Stored data entries
⟨

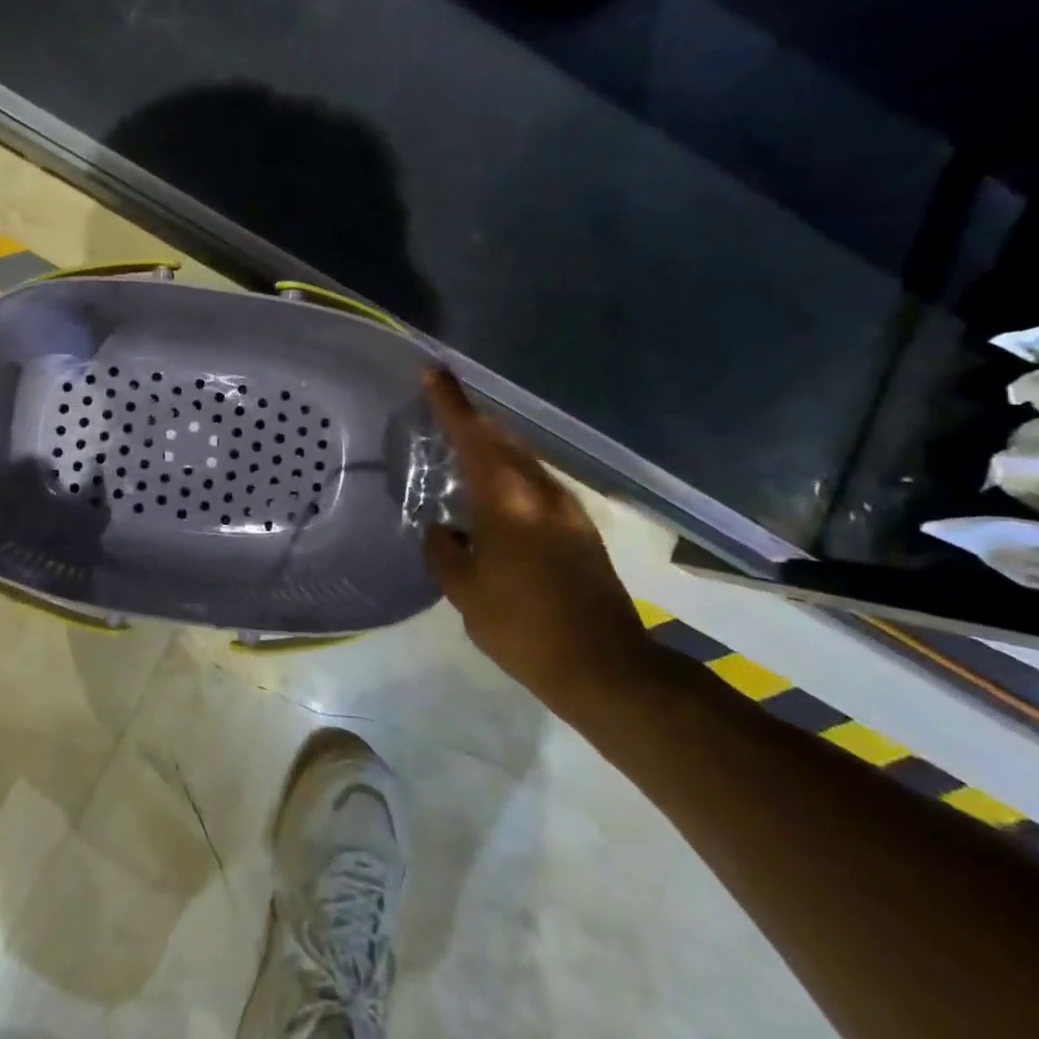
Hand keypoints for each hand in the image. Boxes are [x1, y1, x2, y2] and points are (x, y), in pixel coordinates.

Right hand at [421, 369, 651, 708]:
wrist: (605, 668)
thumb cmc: (522, 626)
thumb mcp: (465, 591)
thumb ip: (445, 552)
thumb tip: (443, 531)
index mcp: (507, 500)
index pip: (472, 436)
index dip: (450, 402)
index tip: (432, 370)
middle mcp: (541, 492)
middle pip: (504, 440)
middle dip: (473, 421)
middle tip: (442, 412)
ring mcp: (567, 510)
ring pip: (523, 462)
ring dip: (494, 450)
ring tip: (464, 455)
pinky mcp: (581, 531)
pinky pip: (536, 485)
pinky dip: (511, 477)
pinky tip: (496, 501)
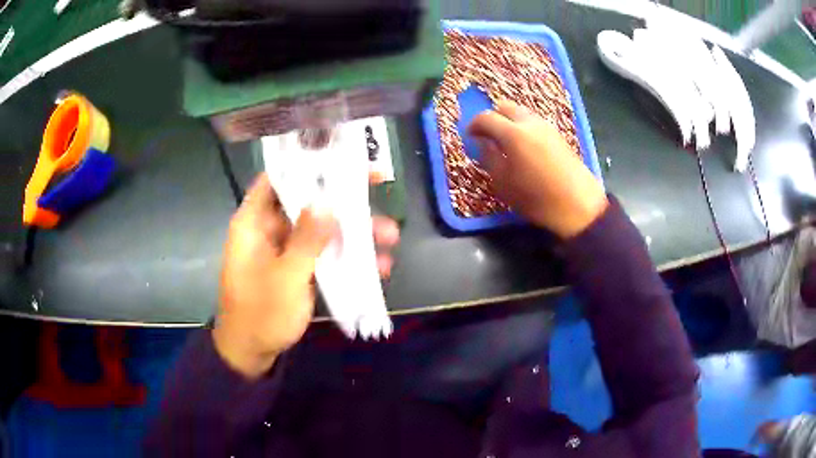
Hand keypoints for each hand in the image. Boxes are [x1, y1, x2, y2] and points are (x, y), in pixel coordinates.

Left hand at [212, 173, 399, 378]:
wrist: (252, 352)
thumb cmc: (260, 314)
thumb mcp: (285, 277)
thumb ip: (306, 239)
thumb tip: (327, 202)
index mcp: (254, 222)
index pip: (276, 178)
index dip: (305, 164)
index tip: (339, 158)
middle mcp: (269, 229)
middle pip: (306, 201)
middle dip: (343, 199)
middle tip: (378, 187)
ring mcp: (285, 249)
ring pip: (321, 228)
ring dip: (353, 232)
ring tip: (390, 238)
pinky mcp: (298, 267)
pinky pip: (324, 253)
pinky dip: (347, 256)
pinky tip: (378, 267)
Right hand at [468, 101, 607, 238]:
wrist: (578, 204)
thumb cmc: (537, 198)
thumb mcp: (504, 183)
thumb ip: (490, 158)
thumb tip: (483, 143)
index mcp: (513, 134)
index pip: (486, 118)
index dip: (474, 124)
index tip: (470, 136)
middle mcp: (530, 123)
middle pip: (505, 106)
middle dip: (493, 117)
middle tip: (488, 135)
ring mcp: (547, 126)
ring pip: (522, 112)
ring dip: (510, 121)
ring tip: (506, 141)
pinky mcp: (558, 134)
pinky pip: (534, 122)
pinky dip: (524, 127)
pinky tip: (524, 146)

⟩

◆ **WORK TO COMPLETE**
Lines before the one containing "thumb mcp: (504, 183)" are left out. Repeat that line and all lines after it in the records above exactly.

◆ **ANSWER FOR THIS EXERCISE**
thumb mcp: (504, 183)
thumb ip: (490, 158)
thumb tip: (483, 143)
index mcp: (513, 134)
index pip: (486, 118)
index dip: (474, 124)
index tip: (470, 136)
middle mcp: (530, 123)
middle pip: (505, 106)
middle dip: (493, 117)
middle tip: (488, 135)
ring mcp: (547, 126)
ring pip: (522, 112)
ring dip: (510, 121)
ring tip: (506, 141)
pinky mcp: (558, 134)
pinky pip: (534, 122)
pinky dip: (524, 127)
pinky tip: (524, 146)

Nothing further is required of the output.